→ **PROMPT**
Print only the lines below, from the very first to the one containing "thumb cmc: (274, 253)", exactly as they stand. Do not print pictures.

--- INPUT ---

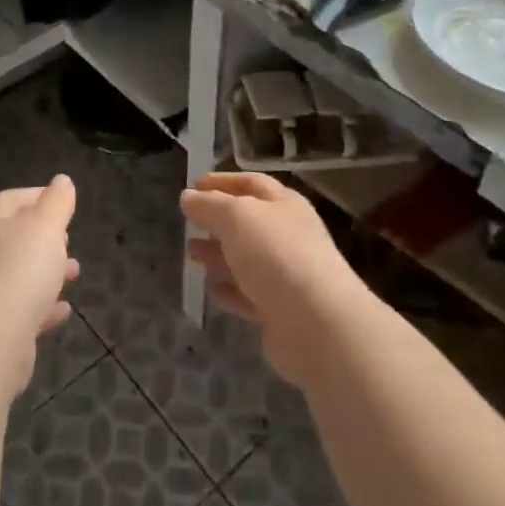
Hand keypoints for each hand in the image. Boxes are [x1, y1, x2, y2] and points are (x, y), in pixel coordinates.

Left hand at [0, 176, 80, 397]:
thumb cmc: (19, 269)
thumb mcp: (46, 226)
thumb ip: (57, 202)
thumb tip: (62, 181)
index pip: (12, 199)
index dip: (39, 196)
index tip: (65, 201)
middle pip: (13, 237)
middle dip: (44, 236)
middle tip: (68, 239)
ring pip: (17, 273)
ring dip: (46, 271)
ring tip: (74, 273)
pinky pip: (19, 308)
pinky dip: (41, 305)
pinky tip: (63, 310)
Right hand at [181, 173, 370, 387]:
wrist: (316, 323)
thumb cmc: (274, 253)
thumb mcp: (234, 216)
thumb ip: (208, 205)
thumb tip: (188, 197)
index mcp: (284, 204)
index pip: (250, 183)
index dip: (220, 182)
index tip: (191, 186)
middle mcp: (288, 235)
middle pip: (247, 223)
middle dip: (216, 222)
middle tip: (188, 224)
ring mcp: (286, 275)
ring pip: (246, 259)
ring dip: (218, 255)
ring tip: (191, 255)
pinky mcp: (281, 311)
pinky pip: (249, 295)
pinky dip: (230, 290)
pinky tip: (211, 290)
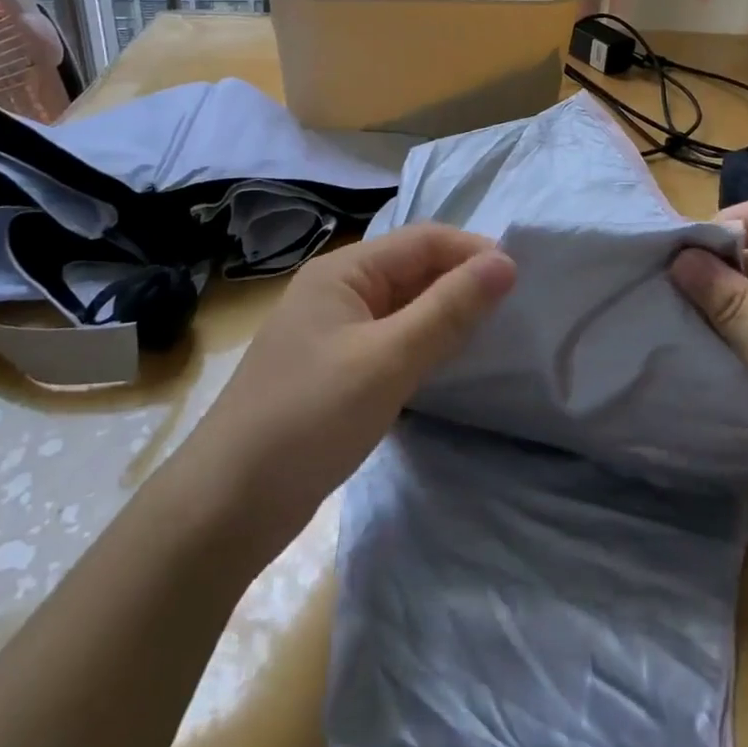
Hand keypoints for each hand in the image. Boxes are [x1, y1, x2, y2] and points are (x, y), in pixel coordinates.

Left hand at [179, 224, 515, 557]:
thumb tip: (505, 263)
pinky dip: (422, 345)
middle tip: (513, 310)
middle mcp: (336, 291)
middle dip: (460, 282)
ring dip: (444, 314)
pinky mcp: (333, 371)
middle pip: (411, 269)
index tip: (521, 279)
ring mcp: (332, 333)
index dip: (471, 251)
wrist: (226, 506)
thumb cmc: (308, 419)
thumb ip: (448, 310)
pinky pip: (389, 341)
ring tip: (491, 334)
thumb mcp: (387, 361)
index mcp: (343, 271)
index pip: (422, 240)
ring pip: (403, 307)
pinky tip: (446, 365)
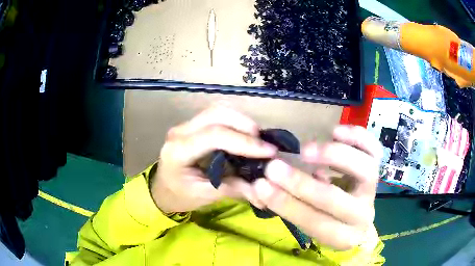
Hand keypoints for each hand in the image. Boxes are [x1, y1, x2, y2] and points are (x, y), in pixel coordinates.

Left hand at [150, 106, 276, 212]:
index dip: (244, 141)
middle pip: (216, 114)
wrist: (163, 190)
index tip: (269, 151)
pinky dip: (235, 122)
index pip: (214, 136)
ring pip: (217, 110)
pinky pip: (216, 115)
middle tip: (263, 143)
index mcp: (178, 151)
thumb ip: (235, 189)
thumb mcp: (206, 196)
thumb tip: (264, 188)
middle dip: (245, 125)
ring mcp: (185, 125)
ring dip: (241, 121)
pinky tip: (245, 135)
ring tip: (256, 139)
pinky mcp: (192, 126)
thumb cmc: (180, 196)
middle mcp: (180, 132)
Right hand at [252, 125, 381, 249]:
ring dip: (333, 156)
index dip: (286, 204)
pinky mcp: (377, 169)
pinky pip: (374, 150)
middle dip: (301, 183)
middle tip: (273, 166)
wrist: (355, 219)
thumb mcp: (309, 223)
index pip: (314, 222)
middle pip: (334, 199)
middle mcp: (362, 215)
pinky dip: (358, 138)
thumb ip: (288, 207)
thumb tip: (262, 187)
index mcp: (342, 236)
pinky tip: (336, 131)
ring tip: (306, 149)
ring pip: (364, 171)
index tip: (260, 185)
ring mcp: (372, 190)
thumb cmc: (328, 221)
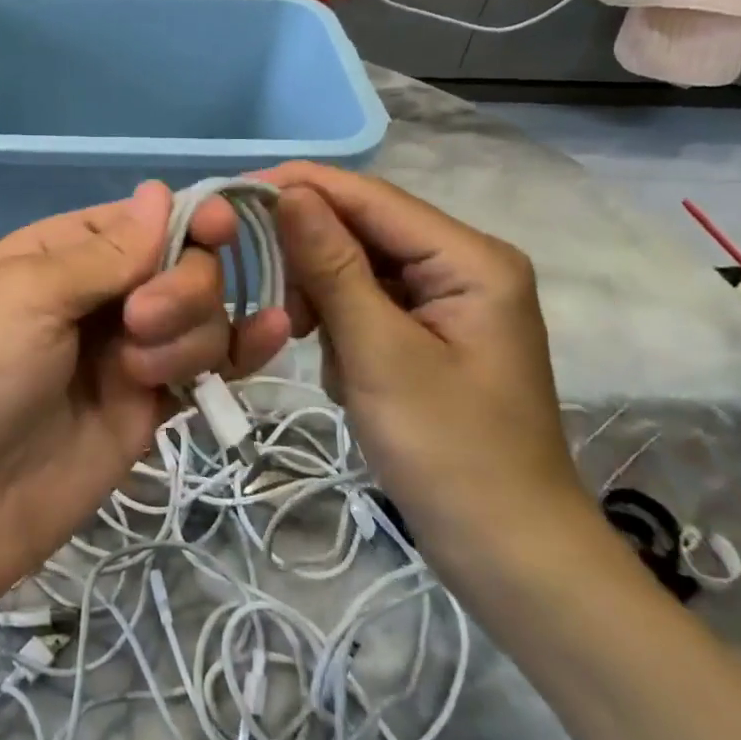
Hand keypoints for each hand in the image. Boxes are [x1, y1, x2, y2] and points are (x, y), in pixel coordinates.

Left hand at [0, 181, 289, 625]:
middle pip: (181, 264)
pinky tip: (270, 336)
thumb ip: (103, 252)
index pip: (140, 220)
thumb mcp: (26, 294)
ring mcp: (126, 354)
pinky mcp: (148, 408)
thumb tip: (162, 192)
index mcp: (58, 254)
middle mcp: (97, 296)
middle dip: (179, 286)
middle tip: (139, 323)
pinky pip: (206, 367)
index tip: (221, 227)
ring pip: (199, 315)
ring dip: (186, 332)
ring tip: (137, 375)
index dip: (185, 219)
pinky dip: (240, 351)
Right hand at [255, 162, 594, 579]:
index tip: (233, 193)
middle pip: (364, 229)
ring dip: (322, 298)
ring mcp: (447, 299)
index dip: (302, 187)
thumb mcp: (379, 353)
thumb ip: (333, 266)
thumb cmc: (449, 452)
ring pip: (358, 267)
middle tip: (267, 294)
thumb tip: (289, 192)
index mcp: (470, 259)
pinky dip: (339, 325)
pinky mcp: (429, 331)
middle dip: (310, 257)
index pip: (371, 198)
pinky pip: (367, 302)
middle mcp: (462, 264)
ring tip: (305, 340)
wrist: (506, 552)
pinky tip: (337, 365)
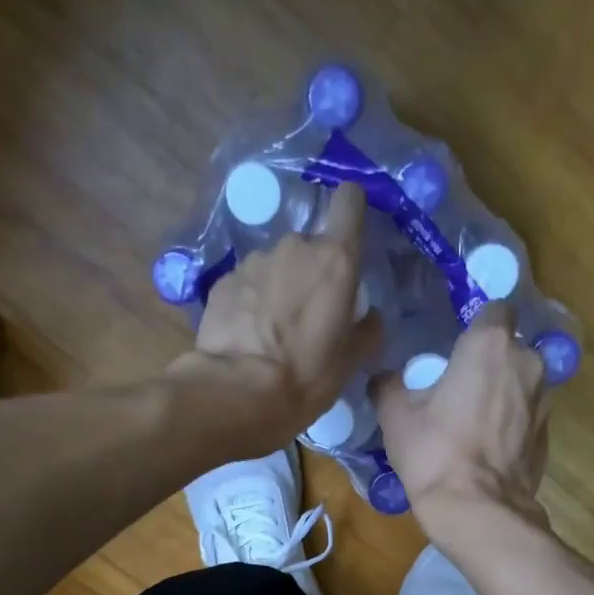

---

→ **YOUR SOLUTION**
Hand keypoints for each hand in the image. Boxes are [x1, y1, x2, y2] and points are (x, y), in pixel coordinates.

Left hand at [0, 176, 80, 397]:
thumb cmc: (19, 269)
thumb mcp: (46, 226)
thumb ip: (57, 202)
thumb tip: (62, 181)
index pip: (12, 199)
index dip: (39, 196)
index tip: (65, 201)
middle pip: (13, 237)
middle dip: (44, 236)
middle tip: (68, 239)
ring pip: (17, 273)
ring dip: (46, 271)
ring tip: (74, 273)
pinky pip: (19, 308)
pinky dip: (41, 305)
pinky tip: (63, 310)
Right hand at [181, 173, 370, 387]:
wrist: (316, 323)
thumb cmc: (274, 253)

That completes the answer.